Henry “Allen,” “Gump” or “Gumpy” & Alta (Gwaltney) Woosley – Allen was born March 7, 1919, the first child of Henry and Nina, at his grandparents’ homestead cabin (where Verna Lu Landis now lives), which is two and half miles from where he and Alta have lived for over sixty years. Allen rode horse back to the Sedan School during the eight years he attended.

As noted by, daughter Judi during a speech honoring her father for Grand Marshall of Old Settlers’ Days, “In the winters he tied a rope to the saddle horn and gave “Ole Scotty a slap with rope and skied home. If Scotty turned up the lane too fast, Allen had to walk and carry his skis.” He played basketball and football earning the nickname “Big Bertha” (for a cannon used in World War I) while attending school in Wilsall where he graduated. He had to board in town in the winters as no roads were plowed at that time.

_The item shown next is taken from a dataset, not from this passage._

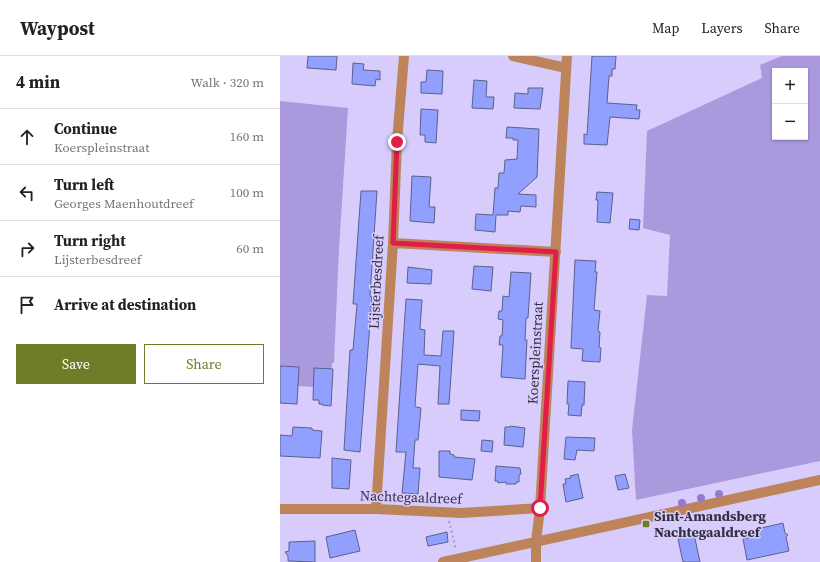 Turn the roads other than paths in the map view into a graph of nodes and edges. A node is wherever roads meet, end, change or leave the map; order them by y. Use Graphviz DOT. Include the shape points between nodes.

Alta was born in Wilsall. She lived with her family in Minnesota for five years. The rest of her life she spent in Montana. Allen and Alta met at Wilsall High School where they both graduated.

High school sweethearts, Allen and Alta were married June 10, 1939 and they ranched in Sedan. Allen served as a trustee during the later years of Sedan School; 1950-1957. Their children are Lyle & Judi and both of them attended Sedan School.

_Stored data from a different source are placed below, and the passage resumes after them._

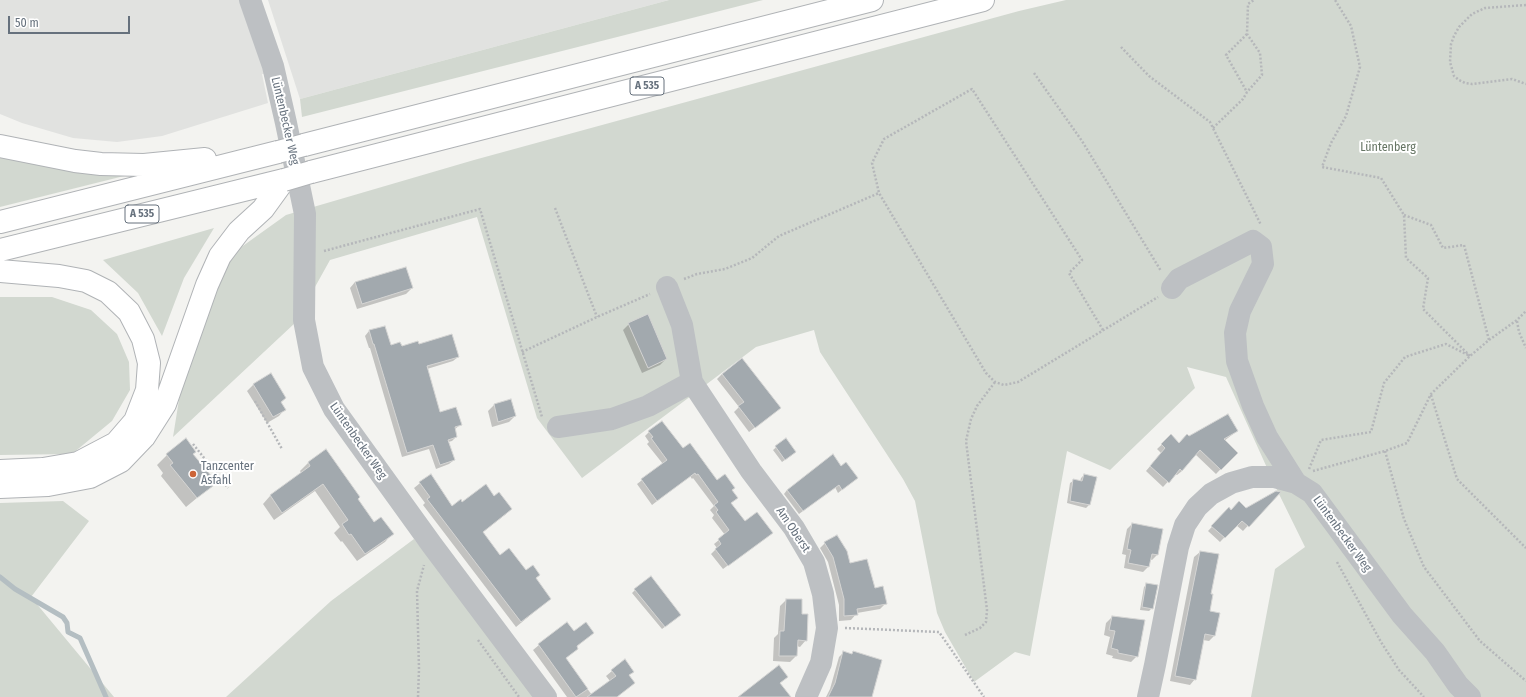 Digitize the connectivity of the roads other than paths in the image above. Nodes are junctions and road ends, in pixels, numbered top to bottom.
1 (250, 0) edge
2 (872, 0) edge
3 (983, 0) edge
4 (0, 146) edge
5 (278, 152) junction
6 (284, 180) junction
7 (0, 222) edge
8 (0, 250) edge
9 (0, 272) edge
10 (667, 287) road end
11 (1172, 288) road end
12 (692, 382) junction
13 (550, 422) road end
14 (0, 471) edge
15 (1296, 483) junction
16 (0, 487) edge
17 (546, 697) edge
18 (806, 697) edge
19 (1148, 697) edge
20 (1470, 697) edge

1 - 17 street, Lüntenbecker Weg
2 - 5 highway, A 535, bridge
3 - 6 highway, A 535, bridge
4 - 5 highway
5 - 7 highway, A 535
6 - 8 highway, A 535
6 - 16 highway
9 - 14 highway
10 - 12 street
11 - 15 street
12 - 13 street
12 - 18 street, Am Oberst
15 - 19 street, Lüntenbecker Weg
15 - 20 street, Lüntenbecker Weg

In the 1930s and 1940s Allen took part in the dairy operation for the ranch milking up to 10 cows an hour. The Cheese Factory bought the cream and the rest was fed to the calves, as noted in an interview for Agriculture & Country Life newspaper in January 2002. “The cheese operation was said to have led the family through lean years that forced many others to leave.”

Allen took over the family ranch from his father in 1939.

In 1943, (Park County Weekly – September 6, 2000), “he took up rodeoing; competing in bareback riding, bulldogging and roping. In the late ’40s, he trailed stock for the rodeo from the ranch in Sedan to Livingston. He was a High School Rodeo Director for eight years, was a rodeo pick-up man for many years, and a Charter member of the Wilsall Rodeo. He competed in team roping from the time it was introduced in Montana until recently.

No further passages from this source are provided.